Hygro difformis is a good one. Almost any of the hygros will work well.

As for lights, try this bulb in this fixture or in this fixture.


----------



## TankYouVeryMuch (Jul 5, 2013)

That wouldnt clip on to the tank would it? I had a lamp just like that and it always drooped down (which is why i got the artist swing arm lamp). For about double the price you get a real nice lamp, and can have it anywhere you need it (height wise).

Also, ive been getting 13w bulbs at the dollar tree (everythings $1) 3 packs for $1.


----------



## Shimagoma (May 15, 2012)

Also keep in mind a lot of the time when you see those super clean tanks its only because they have totally removed equipment for the photos hehe.

This might be a case for lily pipes on a nano canister filter <3


----------



## cableguy69846 (Dec 13, 2010)

TankYouVeryMuch said:


> That wouldnt clip on to the tank would it?

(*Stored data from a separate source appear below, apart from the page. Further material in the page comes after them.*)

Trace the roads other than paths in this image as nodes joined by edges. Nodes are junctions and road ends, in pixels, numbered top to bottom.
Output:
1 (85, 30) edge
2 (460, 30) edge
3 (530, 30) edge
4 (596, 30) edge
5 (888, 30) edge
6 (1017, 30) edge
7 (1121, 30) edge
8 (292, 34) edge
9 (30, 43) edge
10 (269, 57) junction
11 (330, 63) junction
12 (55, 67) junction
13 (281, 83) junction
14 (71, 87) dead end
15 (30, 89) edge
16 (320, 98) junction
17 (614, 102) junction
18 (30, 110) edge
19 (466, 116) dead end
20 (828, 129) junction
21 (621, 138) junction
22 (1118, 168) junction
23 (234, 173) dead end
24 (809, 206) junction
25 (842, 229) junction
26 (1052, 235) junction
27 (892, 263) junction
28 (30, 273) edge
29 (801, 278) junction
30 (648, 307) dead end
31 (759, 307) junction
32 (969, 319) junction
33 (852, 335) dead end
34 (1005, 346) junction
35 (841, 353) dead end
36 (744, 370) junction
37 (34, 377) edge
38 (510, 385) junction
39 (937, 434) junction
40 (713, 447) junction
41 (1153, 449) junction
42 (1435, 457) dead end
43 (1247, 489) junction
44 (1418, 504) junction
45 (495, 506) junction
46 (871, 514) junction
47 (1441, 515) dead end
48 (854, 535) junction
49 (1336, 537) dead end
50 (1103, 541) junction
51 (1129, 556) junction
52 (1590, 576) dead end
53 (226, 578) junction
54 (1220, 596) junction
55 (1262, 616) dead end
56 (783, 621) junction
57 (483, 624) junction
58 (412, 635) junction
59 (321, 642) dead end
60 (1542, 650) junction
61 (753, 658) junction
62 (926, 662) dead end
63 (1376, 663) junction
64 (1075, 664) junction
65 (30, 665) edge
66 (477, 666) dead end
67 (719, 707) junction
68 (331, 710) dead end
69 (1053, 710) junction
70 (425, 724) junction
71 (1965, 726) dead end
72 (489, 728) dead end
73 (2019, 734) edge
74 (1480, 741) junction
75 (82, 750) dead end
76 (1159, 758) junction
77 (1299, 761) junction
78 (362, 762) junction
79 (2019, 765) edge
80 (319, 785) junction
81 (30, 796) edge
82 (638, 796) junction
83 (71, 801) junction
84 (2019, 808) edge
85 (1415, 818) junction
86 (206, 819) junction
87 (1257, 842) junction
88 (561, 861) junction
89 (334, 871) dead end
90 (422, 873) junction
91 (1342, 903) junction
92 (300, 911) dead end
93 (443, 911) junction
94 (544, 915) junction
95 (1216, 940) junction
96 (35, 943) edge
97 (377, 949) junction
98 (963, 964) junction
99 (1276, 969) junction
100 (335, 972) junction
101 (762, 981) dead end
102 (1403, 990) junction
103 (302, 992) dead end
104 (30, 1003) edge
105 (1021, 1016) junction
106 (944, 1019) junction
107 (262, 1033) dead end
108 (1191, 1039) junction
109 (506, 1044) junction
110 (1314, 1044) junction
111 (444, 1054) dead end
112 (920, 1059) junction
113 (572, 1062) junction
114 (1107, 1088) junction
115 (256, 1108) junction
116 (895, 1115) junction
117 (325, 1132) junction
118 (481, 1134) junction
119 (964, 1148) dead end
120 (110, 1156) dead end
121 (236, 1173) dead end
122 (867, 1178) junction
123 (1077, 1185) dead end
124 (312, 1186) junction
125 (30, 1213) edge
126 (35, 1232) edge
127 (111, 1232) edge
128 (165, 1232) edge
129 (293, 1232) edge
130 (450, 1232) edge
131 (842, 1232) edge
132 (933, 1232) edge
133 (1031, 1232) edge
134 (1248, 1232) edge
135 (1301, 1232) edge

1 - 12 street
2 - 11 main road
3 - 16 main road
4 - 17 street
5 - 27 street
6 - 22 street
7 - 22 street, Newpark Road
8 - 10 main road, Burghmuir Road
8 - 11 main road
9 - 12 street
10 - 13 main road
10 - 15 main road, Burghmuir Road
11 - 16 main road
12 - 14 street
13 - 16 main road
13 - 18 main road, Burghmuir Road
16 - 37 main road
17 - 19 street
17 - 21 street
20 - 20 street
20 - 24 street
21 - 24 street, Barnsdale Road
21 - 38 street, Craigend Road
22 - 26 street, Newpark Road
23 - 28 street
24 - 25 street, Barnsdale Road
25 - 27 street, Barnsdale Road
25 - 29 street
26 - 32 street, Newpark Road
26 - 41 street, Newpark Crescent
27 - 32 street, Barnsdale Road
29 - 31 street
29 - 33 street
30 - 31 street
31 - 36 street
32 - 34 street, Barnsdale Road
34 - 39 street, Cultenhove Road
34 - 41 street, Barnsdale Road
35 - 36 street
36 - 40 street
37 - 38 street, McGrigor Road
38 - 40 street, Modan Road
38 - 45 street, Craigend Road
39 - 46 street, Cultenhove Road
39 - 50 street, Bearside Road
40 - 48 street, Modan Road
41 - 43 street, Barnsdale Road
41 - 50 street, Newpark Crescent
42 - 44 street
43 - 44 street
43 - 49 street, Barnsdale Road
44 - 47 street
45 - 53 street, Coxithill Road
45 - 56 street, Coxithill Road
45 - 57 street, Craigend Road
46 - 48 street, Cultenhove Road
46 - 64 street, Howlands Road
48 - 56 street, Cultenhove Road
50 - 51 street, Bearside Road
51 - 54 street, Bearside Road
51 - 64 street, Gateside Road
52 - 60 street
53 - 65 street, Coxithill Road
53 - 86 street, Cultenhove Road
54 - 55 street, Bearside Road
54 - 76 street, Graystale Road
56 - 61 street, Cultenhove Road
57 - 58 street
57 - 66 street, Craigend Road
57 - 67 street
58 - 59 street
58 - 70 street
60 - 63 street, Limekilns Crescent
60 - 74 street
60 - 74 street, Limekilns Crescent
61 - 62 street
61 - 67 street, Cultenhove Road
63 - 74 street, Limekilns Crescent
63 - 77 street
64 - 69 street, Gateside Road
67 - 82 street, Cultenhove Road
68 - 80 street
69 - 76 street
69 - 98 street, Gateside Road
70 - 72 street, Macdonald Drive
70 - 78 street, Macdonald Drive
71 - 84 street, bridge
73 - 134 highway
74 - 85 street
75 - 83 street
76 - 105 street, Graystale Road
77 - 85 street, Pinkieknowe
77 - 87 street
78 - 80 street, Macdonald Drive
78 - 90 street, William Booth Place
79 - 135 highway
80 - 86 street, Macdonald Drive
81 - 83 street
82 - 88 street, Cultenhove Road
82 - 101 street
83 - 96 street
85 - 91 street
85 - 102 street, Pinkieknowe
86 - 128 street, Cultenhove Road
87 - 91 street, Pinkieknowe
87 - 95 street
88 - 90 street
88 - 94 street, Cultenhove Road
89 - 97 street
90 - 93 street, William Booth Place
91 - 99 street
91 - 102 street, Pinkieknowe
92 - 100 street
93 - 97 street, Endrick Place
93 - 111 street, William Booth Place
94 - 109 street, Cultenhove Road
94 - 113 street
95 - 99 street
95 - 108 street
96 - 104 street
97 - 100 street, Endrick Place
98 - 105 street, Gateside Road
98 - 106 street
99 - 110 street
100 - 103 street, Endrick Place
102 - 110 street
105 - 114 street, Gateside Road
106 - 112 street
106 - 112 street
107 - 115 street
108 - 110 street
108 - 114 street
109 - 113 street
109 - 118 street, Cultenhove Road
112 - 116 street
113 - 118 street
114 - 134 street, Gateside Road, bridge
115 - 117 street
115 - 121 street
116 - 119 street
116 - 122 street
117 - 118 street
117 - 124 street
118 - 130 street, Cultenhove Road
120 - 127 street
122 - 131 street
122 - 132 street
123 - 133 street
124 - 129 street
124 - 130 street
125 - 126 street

I had a lamp just like that and it always drooped down (which is why i got the artist swing arm lamp). For about double the price you get a real nice lamp, and can have it anywhere you need it (height wise).
> 
> Also, ive been getting 13w bulbs at the dollar tree (everythings $1) 3 packs for $1.


I good desk lamp would be much better. And more aesthetically appealing too. I only suggested those as a cheaper route.

I use a setup like that on my 2gallon, but I am able to suspend it from the shelf above it on my desk.



If you had a way to do that it would work, if not, a good desk lamp is the better route.

Any idea on what color temp the dollar store bulbs are?


----------



## TankYouVeryMuch (Jul 5, 2013)

No way to hang anything :/

Also, made a mistake. I guess i bought 13's from a regular store (6500k) and got the 15w from dollar store for my ceiling fan and they say full spectrum. I want to go look at those dang bulbs now tho

Also, Shimagoma- what!! Dirty tricksters. Lol.


----------



## cableguy69846 (Dec 13, 2010)

TankYouVeryMuch said:


> No way to hang anything :/
> 
> Also, made a mistake. I guess i bought 13's from a regular store (6500k) and got the 15w from dollar store for my ceiling fan and they say full spectrum. I want to go look at those dang bulbs now tho
> 
> Also, Shimagoma- what!! Dirty tricksters. Lol.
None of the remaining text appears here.